- Directions for this task
Below are the records; work out how many lines among them contain "Gronowa", and write nothing besides that number.

**** Dataset excerpts

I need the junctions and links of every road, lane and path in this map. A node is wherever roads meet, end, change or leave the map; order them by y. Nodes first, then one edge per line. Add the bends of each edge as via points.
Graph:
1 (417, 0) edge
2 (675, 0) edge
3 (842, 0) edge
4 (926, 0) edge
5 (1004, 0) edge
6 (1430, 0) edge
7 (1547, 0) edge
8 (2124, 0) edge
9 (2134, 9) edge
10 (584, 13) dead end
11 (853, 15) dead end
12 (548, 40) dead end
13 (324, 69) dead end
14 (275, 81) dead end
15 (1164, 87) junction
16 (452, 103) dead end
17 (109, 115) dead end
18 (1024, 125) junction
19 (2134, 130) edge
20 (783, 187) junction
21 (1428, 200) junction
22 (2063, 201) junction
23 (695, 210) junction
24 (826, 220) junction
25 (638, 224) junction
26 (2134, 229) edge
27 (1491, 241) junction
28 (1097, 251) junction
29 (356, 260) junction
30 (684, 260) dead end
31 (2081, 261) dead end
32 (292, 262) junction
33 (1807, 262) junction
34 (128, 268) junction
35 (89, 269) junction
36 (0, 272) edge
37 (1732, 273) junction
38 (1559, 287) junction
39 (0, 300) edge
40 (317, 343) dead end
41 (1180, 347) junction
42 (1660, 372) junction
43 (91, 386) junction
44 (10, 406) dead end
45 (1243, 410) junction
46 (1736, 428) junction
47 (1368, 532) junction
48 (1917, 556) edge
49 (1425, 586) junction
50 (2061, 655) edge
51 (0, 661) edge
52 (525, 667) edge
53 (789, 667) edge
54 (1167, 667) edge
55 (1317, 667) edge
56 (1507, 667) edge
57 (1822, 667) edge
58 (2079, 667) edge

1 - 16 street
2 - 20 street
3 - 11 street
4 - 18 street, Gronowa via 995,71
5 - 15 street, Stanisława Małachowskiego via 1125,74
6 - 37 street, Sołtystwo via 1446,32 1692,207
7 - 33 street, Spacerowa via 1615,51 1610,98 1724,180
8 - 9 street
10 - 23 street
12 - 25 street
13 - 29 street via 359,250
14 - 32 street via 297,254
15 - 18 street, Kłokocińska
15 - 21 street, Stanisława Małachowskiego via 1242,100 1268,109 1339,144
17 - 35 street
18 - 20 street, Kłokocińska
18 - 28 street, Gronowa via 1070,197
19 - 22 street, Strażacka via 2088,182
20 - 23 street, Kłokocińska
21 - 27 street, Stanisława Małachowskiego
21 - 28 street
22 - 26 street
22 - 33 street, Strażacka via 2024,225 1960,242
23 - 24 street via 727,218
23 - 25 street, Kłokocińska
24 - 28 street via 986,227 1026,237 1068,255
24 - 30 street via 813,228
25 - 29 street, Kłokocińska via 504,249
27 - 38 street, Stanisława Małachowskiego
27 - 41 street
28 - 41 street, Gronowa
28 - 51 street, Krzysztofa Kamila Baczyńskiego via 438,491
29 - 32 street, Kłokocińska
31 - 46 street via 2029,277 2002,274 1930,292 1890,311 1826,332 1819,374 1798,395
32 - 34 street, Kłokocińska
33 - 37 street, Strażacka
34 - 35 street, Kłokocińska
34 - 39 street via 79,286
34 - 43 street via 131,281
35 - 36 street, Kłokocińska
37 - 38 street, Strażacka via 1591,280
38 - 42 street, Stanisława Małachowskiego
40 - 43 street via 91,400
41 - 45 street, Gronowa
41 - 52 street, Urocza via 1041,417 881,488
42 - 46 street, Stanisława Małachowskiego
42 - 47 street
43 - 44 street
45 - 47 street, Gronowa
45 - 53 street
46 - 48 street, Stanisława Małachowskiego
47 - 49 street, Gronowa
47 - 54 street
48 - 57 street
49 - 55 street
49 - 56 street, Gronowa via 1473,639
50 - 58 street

********

- Solution to this exercise
7